Word-for-word transcription is needed for all of the entries.

Provided data below:

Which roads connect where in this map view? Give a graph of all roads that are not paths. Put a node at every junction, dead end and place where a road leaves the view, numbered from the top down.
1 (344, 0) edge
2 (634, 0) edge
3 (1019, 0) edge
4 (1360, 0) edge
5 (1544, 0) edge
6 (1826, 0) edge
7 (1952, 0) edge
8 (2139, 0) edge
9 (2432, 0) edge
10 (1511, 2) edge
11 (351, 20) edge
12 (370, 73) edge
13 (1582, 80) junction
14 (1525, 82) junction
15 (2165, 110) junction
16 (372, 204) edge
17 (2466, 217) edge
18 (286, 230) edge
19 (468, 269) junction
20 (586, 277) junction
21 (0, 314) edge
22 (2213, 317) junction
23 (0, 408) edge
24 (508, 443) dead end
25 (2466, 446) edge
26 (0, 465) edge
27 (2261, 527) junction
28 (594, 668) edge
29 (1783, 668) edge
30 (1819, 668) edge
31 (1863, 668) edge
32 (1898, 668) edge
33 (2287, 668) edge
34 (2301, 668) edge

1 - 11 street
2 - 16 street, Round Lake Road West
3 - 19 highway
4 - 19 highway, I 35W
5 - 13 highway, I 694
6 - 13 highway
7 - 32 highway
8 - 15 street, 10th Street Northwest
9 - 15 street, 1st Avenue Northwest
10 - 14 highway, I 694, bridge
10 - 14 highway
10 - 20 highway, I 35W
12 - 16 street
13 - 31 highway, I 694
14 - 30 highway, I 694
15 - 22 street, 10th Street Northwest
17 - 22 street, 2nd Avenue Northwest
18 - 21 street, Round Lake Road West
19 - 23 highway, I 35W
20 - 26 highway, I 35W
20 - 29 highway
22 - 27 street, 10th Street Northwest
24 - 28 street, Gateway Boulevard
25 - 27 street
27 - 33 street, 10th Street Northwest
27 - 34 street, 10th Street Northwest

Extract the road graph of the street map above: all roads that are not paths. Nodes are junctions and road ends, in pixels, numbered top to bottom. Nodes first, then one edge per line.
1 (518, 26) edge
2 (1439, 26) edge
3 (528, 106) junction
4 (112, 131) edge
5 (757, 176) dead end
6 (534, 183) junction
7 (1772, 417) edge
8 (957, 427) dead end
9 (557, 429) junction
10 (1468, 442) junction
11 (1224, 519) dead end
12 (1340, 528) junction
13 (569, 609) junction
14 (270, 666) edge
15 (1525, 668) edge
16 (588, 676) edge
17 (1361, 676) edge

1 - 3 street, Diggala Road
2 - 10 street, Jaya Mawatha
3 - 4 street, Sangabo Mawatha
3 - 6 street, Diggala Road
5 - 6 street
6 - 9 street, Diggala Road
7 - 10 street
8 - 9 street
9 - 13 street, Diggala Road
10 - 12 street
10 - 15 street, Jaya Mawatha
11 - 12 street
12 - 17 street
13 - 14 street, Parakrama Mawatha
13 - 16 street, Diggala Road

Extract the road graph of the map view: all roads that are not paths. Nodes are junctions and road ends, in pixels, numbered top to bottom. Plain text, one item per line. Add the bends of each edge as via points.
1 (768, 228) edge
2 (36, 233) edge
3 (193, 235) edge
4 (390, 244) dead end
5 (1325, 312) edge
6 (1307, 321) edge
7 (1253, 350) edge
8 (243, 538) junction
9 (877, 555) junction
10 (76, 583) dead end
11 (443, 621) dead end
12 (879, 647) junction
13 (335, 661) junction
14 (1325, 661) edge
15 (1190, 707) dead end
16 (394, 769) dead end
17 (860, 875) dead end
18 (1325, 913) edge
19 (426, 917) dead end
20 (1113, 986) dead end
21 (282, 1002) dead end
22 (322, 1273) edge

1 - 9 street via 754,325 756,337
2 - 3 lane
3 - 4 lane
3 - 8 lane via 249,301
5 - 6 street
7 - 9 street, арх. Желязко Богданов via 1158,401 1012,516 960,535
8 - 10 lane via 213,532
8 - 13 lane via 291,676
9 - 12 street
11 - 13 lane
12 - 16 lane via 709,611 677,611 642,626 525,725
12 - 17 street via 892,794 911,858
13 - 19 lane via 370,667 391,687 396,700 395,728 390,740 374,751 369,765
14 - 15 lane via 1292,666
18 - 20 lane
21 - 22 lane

End of Provided data.

▶ Written solution
Which roads connect where in this map view? Give a graph of all roads that are not paths. Put a node at every junction, dead end and place where a road leaves the view, numbered from the top down.
1 (344, 0) edge
2 (634, 0) edge
3 (1019, 0) edge
4 (1360, 0) edge
5 (1544, 0) edge
6 (1826, 0) edge
7 (1952, 0) edge
8 (2139, 0) edge
9 (2432, 0) edge
10 (1511, 2) edge
11 (351, 20) edge
12 (370, 73) edge
13 (1582, 80) junction
14 (1525, 82) junction
15 (2165, 110) junction
16 (372, 204) edge
17 (2466, 217) edge
18 (286, 230) edge
19 (468, 269) junction
20 (586, 277) junction
21 (0, 314) edge
22 (2213, 317) junction
23 (0, 408) edge
24 (508, 443) dead end
25 (2466, 446) edge
26 (0, 465) edge
27 (2261, 527) junction
28 (594, 668) edge
29 (1783, 668) edge
30 (1819, 668) edge
31 (1863, 668) edge
32 (1898, 668) edge
33 (2287, 668) edge
34 (2301, 668) edge

1 - 11 street
2 - 16 street, Round Lake Road West
3 - 19 highway
4 - 19 highway, I 35W
5 - 13 highway, I 694
6 - 13 highway
7 - 32 highway
8 - 15 street, 10th Street Northwest
9 - 15 street, 1st Avenue Northwest
10 - 14 highway, I 694, bridge
10 - 14 highway
10 - 20 highway, I 35W
12 - 16 street
13 - 31 highway, I 694
14 - 30 highway, I 694
15 - 22 street, 10th Street Northwest
17 - 22 street, 2nd Avenue Northwest
18 - 21 street, Round Lake Road West
19 - 23 highway, I 35W
20 - 26 highway, I 35W
20 - 29 highway
22 - 27 street, 10th Street Northwest
24 - 28 street, Gateway Boulevard
25 - 27 street
27 - 33 street, 10th Street Northwest
27 - 34 street, 10th Street Northwest

Extract the road graph of the street map above: all roads that are not paths. Nodes are junctions and road ends, in pixels, numbered top to bottom. Nodes first, then one edge per line.
1 (518, 26) edge
2 (1439, 26) edge
3 (528, 106) junction
4 (112, 131) edge
5 (757, 176) dead end
6 (534, 183) junction
7 (1772, 417) edge
8 (957, 427) dead end
9 (557, 429) junction
10 (1468, 442) junction
11 (1224, 519) dead end
12 (1340, 528) junction
13 (569, 609) junction
14 (270, 666) edge
15 (1525, 668) edge
16 (588, 676) edge
17 (1361, 676) edge

1 - 3 street, Diggala Road
2 - 10 street, Jaya Mawatha
3 - 4 street, Sangabo Mawatha
3 - 6 street, Diggala Road
5 - 6 street
6 - 9 street, Diggala Road
7 - 10 street
8 - 9 street
9 - 13 street, Diggala Road
10 - 12 street
10 - 15 street, Jaya Mawatha
11 - 12 street
12 - 17 street
13 - 14 street, Parakrama Mawatha
13 - 16 street, Diggala Road

Extract the road graph of the map view: all roads that are not paths. Nodes are junctions and road ends, in pixels, numbered top to bottom. Plain text, one item per line. Add the bends of each edge as via points.
1 (768, 228) edge
2 (36, 233) edge
3 (193, 235) edge
4 (390, 244) dead end
5 (1325, 312) edge
6 (1307, 321) edge
7 (1253, 350) edge
8 (243, 538) junction
9 (877, 555) junction
10 (76, 583) dead end
11 (443, 621) dead end
12 (879, 647) junction
13 (335, 661) junction
14 (1325, 661) edge
15 (1190, 707) dead end
16 (394, 769) dead end
17 (860, 875) dead end
18 (1325, 913) edge
19 (426, 917) dead end
20 (1113, 986) dead end
21 (282, 1002) dead end
22 (322, 1273) edge

1 - 9 street via 754,325 756,337
2 - 3 lane
3 - 4 lane
3 - 8 lane via 249,301
5 - 6 street
7 - 9 street, арх. Желязко Богданов via 1158,401 1012,516 960,535
8 - 10 lane via 213,532
8 - 13 lane via 291,676
9 - 12 street
11 - 13 lane
12 - 16 lane via 709,611 677,611 642,626 525,725
12 - 17 street via 892,794 911,858
13 - 19 lane via 370,667 391,687 396,700 395,728 390,740 374,751 369,765
14 - 15 lane via 1292,666
18 - 20 lane
21 - 22 lane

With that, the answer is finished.